A Slow Year: Deutsche Burgers Will Produce 38 Million Hambur
A Slow Year Deutsche Burgers Will Produce 38 Million Hamburgers
In a slow year, Deutsche Burgers will produce 3.8 million hamburgers at a total cost of $5.4 million. In a good year, it can produce 5.8 million hamburgers at a total cost of $6.5 million.
a. What are the fixed costs of hamburger production?
b. What is the variable cost per hamburger?
c. What is the average cost per burger when the firm produces 3 million hamburgers?
d. What is the average cost per burger when the firm produces 4 million hamburgers?
e. Why is the average cost lower when more burgers are produced?
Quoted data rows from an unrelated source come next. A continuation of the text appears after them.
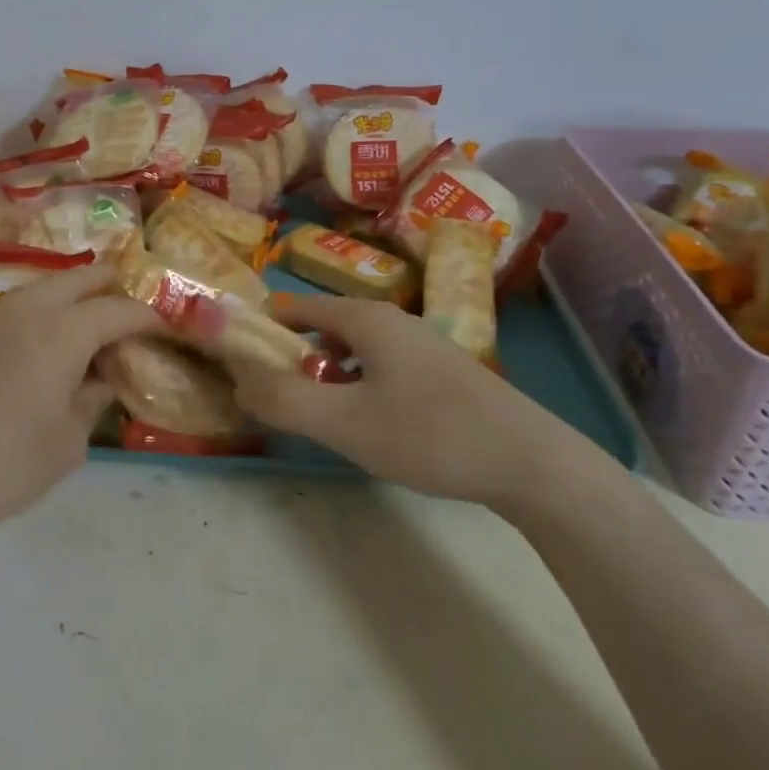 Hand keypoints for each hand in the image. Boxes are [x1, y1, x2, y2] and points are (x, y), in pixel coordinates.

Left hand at [0, 264, 160, 547]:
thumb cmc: (8, 465)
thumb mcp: (69, 441)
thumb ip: (93, 399)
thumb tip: (103, 379)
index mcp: (62, 331)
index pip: (117, 310)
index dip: (145, 316)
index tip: (161, 328)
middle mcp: (27, 308)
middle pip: (79, 278)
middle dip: (109, 288)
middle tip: (127, 311)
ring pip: (43, 286)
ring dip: (71, 297)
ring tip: (85, 326)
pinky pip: (14, 305)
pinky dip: (38, 311)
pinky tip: (39, 340)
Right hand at [230, 293, 585, 509]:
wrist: (532, 463)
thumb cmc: (430, 434)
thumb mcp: (346, 422)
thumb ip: (284, 401)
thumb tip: (238, 381)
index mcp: (366, 318)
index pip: (295, 306)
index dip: (261, 328)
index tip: (236, 359)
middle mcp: (392, 320)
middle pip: (324, 326)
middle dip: (292, 356)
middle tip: (272, 396)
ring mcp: (422, 345)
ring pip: (354, 349)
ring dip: (326, 374)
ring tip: (315, 415)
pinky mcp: (442, 373)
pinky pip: (380, 367)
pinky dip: (357, 385)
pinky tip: (366, 423) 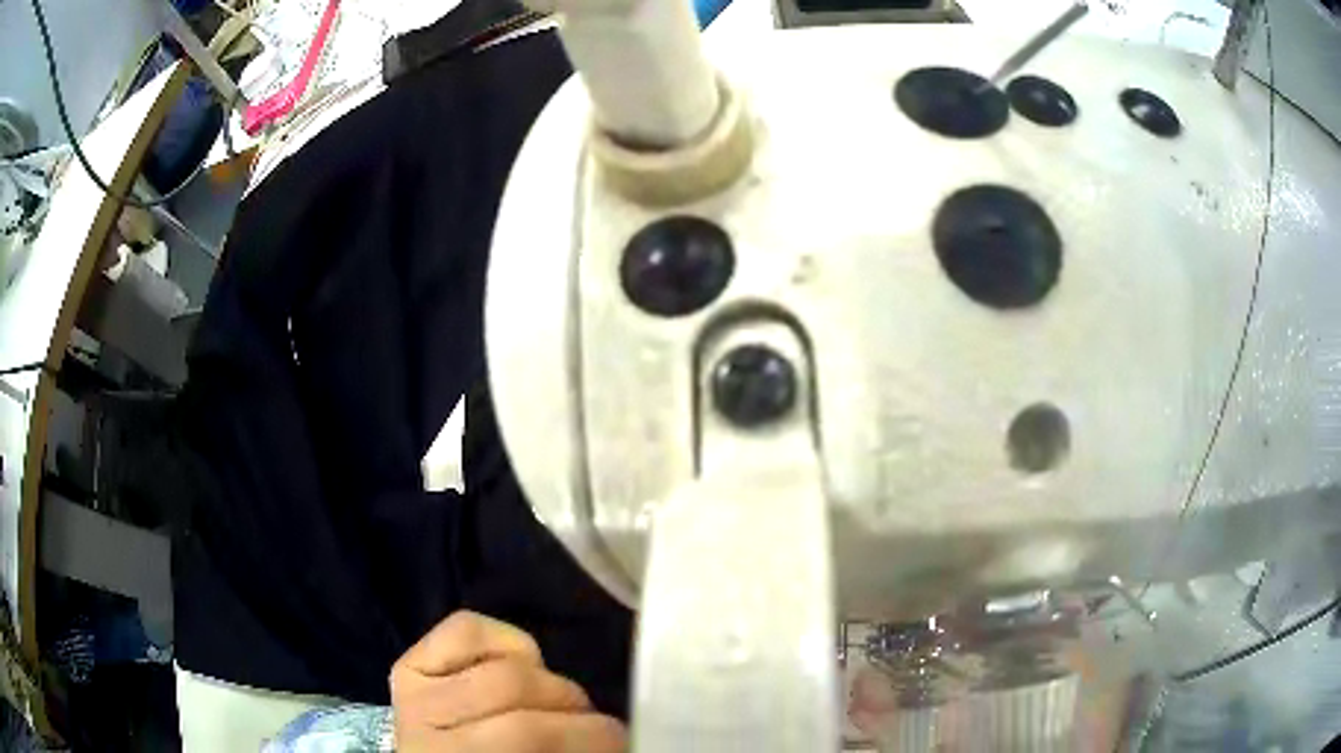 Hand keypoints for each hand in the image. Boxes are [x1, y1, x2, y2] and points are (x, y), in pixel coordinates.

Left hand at [390, 611, 627, 751]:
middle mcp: (423, 725)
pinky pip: (465, 628)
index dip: (593, 735)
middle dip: (575, 708)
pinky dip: (507, 641)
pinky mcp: (406, 666)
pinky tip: (522, 669)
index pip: (531, 734)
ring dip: (548, 682)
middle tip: (598, 727)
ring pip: (499, 663)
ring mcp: (411, 692)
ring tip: (561, 704)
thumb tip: (618, 738)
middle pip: (515, 690)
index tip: (624, 743)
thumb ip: (565, 752) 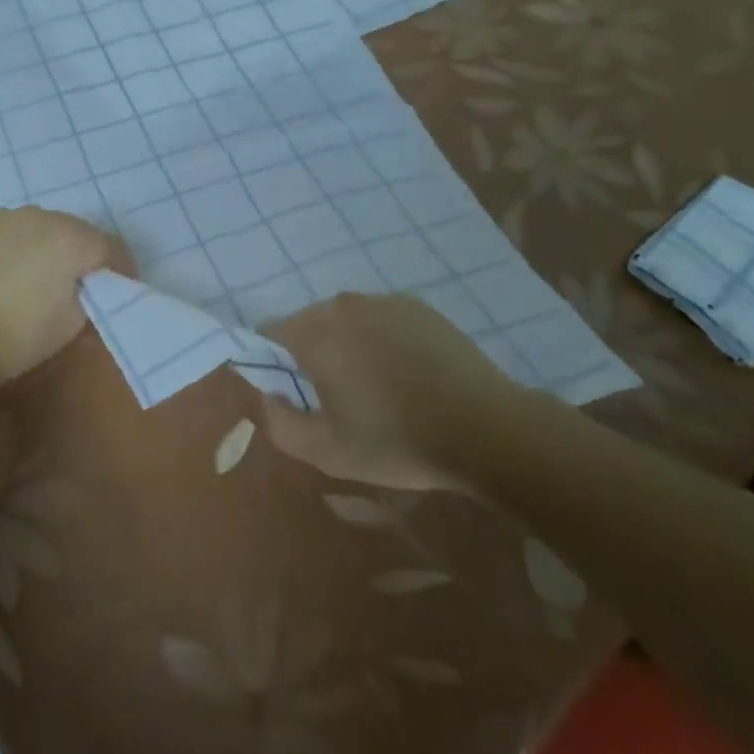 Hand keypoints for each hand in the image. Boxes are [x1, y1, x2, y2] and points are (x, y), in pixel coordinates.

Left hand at [0, 208, 120, 388]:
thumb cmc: (18, 336)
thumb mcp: (71, 324)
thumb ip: (89, 297)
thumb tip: (86, 288)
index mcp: (71, 239)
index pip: (111, 247)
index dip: (121, 268)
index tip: (122, 285)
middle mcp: (39, 216)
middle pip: (73, 231)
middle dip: (81, 254)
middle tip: (77, 282)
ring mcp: (1, 217)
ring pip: (36, 227)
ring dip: (43, 246)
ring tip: (34, 275)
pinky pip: (4, 231)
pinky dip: (10, 246)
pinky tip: (0, 272)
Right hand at [257, 293, 535, 490]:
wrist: (485, 428)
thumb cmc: (397, 441)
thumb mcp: (328, 452)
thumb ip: (280, 424)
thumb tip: (268, 395)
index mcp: (314, 333)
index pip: (269, 331)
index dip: (271, 361)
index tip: (290, 392)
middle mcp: (343, 305)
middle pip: (307, 322)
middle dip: (310, 352)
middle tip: (333, 394)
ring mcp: (383, 301)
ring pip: (345, 319)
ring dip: (346, 343)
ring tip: (373, 384)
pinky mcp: (417, 306)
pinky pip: (379, 318)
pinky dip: (379, 338)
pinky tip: (404, 372) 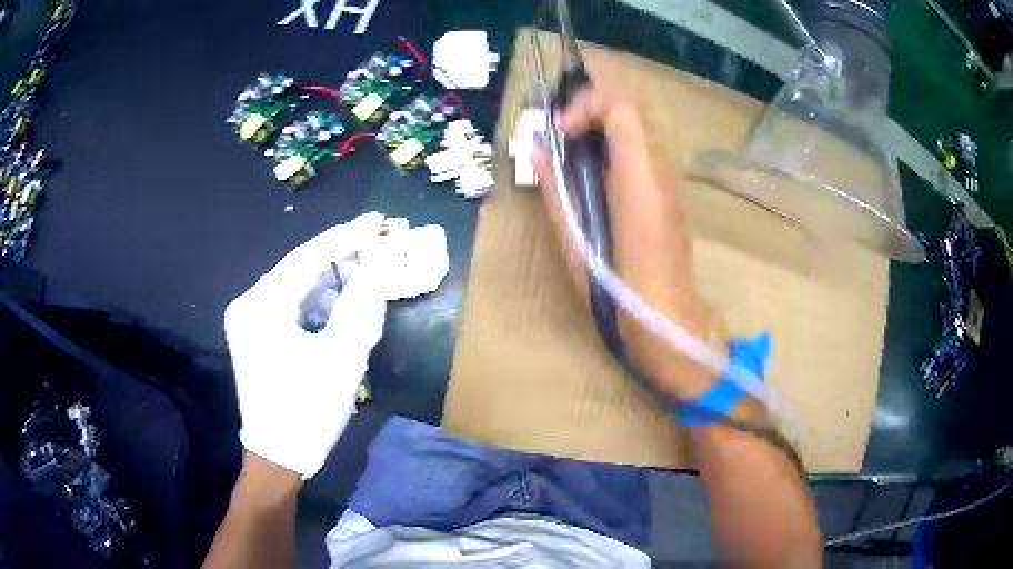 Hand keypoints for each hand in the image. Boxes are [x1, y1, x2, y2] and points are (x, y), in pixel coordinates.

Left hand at [224, 213, 447, 476]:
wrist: (279, 456)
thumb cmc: (308, 410)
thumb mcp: (340, 358)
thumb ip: (361, 304)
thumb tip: (381, 263)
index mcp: (261, 307)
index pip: (306, 259)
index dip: (345, 238)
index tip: (376, 222)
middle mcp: (248, 305)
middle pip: (299, 270)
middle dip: (339, 259)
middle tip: (376, 246)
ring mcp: (248, 320)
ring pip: (295, 287)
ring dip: (330, 281)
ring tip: (365, 275)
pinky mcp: (255, 335)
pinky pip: (290, 306)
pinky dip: (317, 302)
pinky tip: (341, 304)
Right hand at [532, 88, 725, 398]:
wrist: (665, 318)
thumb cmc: (616, 287)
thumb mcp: (575, 240)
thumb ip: (555, 188)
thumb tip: (536, 151)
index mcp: (638, 177)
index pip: (621, 107)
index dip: (586, 105)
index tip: (560, 131)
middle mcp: (660, 169)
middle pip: (631, 109)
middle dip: (592, 109)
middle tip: (562, 131)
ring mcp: (669, 180)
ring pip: (638, 129)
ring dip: (603, 127)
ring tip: (573, 151)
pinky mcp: (669, 194)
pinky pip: (642, 152)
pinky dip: (615, 147)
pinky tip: (596, 175) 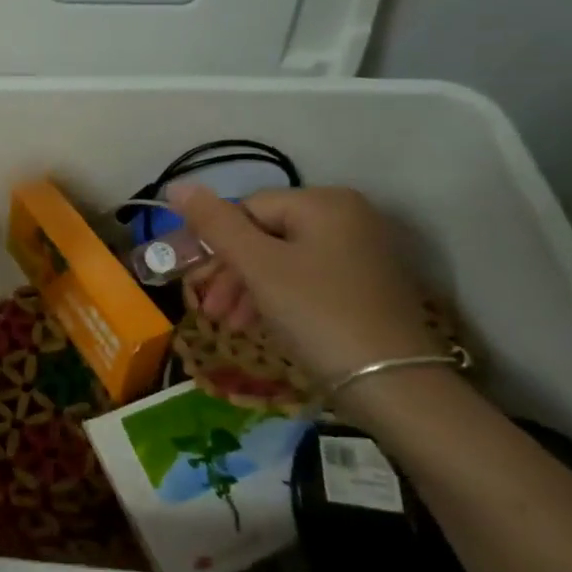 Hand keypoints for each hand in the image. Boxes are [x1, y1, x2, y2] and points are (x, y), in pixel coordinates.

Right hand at [170, 184, 435, 381]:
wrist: (395, 386)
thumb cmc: (318, 313)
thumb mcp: (257, 266)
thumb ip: (214, 223)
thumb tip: (175, 186)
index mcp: (324, 202)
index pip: (247, 208)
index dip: (216, 243)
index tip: (196, 282)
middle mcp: (348, 217)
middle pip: (265, 234)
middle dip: (231, 272)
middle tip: (208, 309)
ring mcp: (361, 253)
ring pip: (283, 260)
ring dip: (248, 289)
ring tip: (229, 324)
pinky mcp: (366, 286)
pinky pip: (306, 279)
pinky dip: (277, 298)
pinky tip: (259, 325)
Paper For Above instruction
Introduction
The analysis of production costs is fundamental in managerial accounting and economic decision-making. Fixed costs, variable costs, and average costs influence pricing strategies, output levels, and profitability. This paper examines a hypothetical scenario involving Deutsche Burgers to analyze and compute fixed costs, variable costs per unit, and average costs at different production levels. Additionally, it explores the economic rationale behind the reduction in average costs as output increases.
Fixed Costs of Hamburger Production
Fixed costs are expenses that do not change with the level of production; they are incurred regardless of output. To determine fixed costs, we utilize the data provided for two different production levels:
- Slow year: 3.8 million hamburgers at a total cost of $5.4 million
- Good year: 5.8 million hamburgers at a total cost of $6.5 million
Let FC denote fixed costs, and VC per burger denote variable cost per unit. The total cost (TC) can be expressed as:
\[ TC = FC + VC \times Q \]
Where \( Q \) is the quantity produced.
Using the two points:
\[
\begin{cases}
5.4 = FC + VC \times 3.8 \\
6.5 = FC + VC \times 5.8
\end{cases}
\]
Subtracting the first from the second:
\[
(6.5 - 5.4) = VC (5.8 - 3.8) \Rightarrow 1.1 = VC \times 2
\]
\[
VC = \frac{1.1}{2} = 0.55 \text{ million dollars per million hamburgers}
\]
Calculating fixed costs using either point:
\[
5.4 = FC + 0.55 \times 3.8
\]
\[
5.4 = FC + 0.55 \times 3.8 \Rightarrow 0.55 \times 3.8 = 2.09
\]
\[
FC = 5.4 - 2.09 = 3.31 \text{ million dollars}
\]
Answer:
- Fixed cost \( \approx \) \$3.3 million
Variable Cost Per Hamburger
From the calculation above:
\[
VC = \$0.55 \text{ million per million hamburgers}
\]
Since production is measured in millions:
\[
VC = \$0.55 \text{ million} / 1,000,000 = \$0.55
\]
Alternatively, on a per hamburger basis:
\[
VC_{per} = \$0.55 \text{ per hamburger}
\]
Expressed in dollars:
\[
\$0.55 \text{ per hamburger}
\]
Answer:
- Variable cost per burger \( \approx \) \$0.55
Average Cost When Producing 3 Million Hamburgers
Average cost per unit:
\[
AC = \frac{TC}{Q}
\]
with:
\[
TC = FC + VC \times Q
\]
\[
AC = \frac{3.3 + 0.55 \times 3}{3} \text{ million}
\]
Calculating:
\[
TC = 3.3 + 0.55 \times 3 = 3.3 + 1.65 = 4.95 \text{ million}
\]
\[
AC = \frac{4.95}{3} = 1.65 \text{ million dollars}
\]
Per burger:
\[
\$1.65 \text{ million} / 3,000,000 = \$0.55
\]
Answer:
- Average cost per burger \( \approx \) \$0.55
Average Cost When Producing 4 Million Hamburgers
Similarly:
\[
TC = 3.3 + 0.55 \times 4 = 3.3 + 2.2 = 5.5 \text{ million}
\]
\[
AC = \frac{5.5}{4} = 1.375 \text{ million}
\]
Per burger:
\[
\$1.375 \text{ million} / 4,000,000 = \$0.34375
\]
Answer:
- Average cost per burger \( \approx \) \$0.34
Why Is the Average Cost Lower When More Burgers Are Produced?
The primary reason is the spreading of fixed costs across a larger number of units. Fixed costs are constant in total, but on a per-unit basis, they decrease as production volume increases. This phenomenon is a key aspect of economies of scale, improving efficiency and lowering average costs with increased output. Variable costs, on the other hand, typically change proportionally with production, remaining consistent per unit in this context.
Conclusion
Analyzing Deutsche Burgers’ costs reveals that fixed costs are approximately $3.3 million, variable costs amount to about $0.55 per burger, and average costs decrease as production increases due to the fixed costs being spread over more units. These insights highlight the importance of scaling production to optimize costs and enhance profitability in manufacturing firms.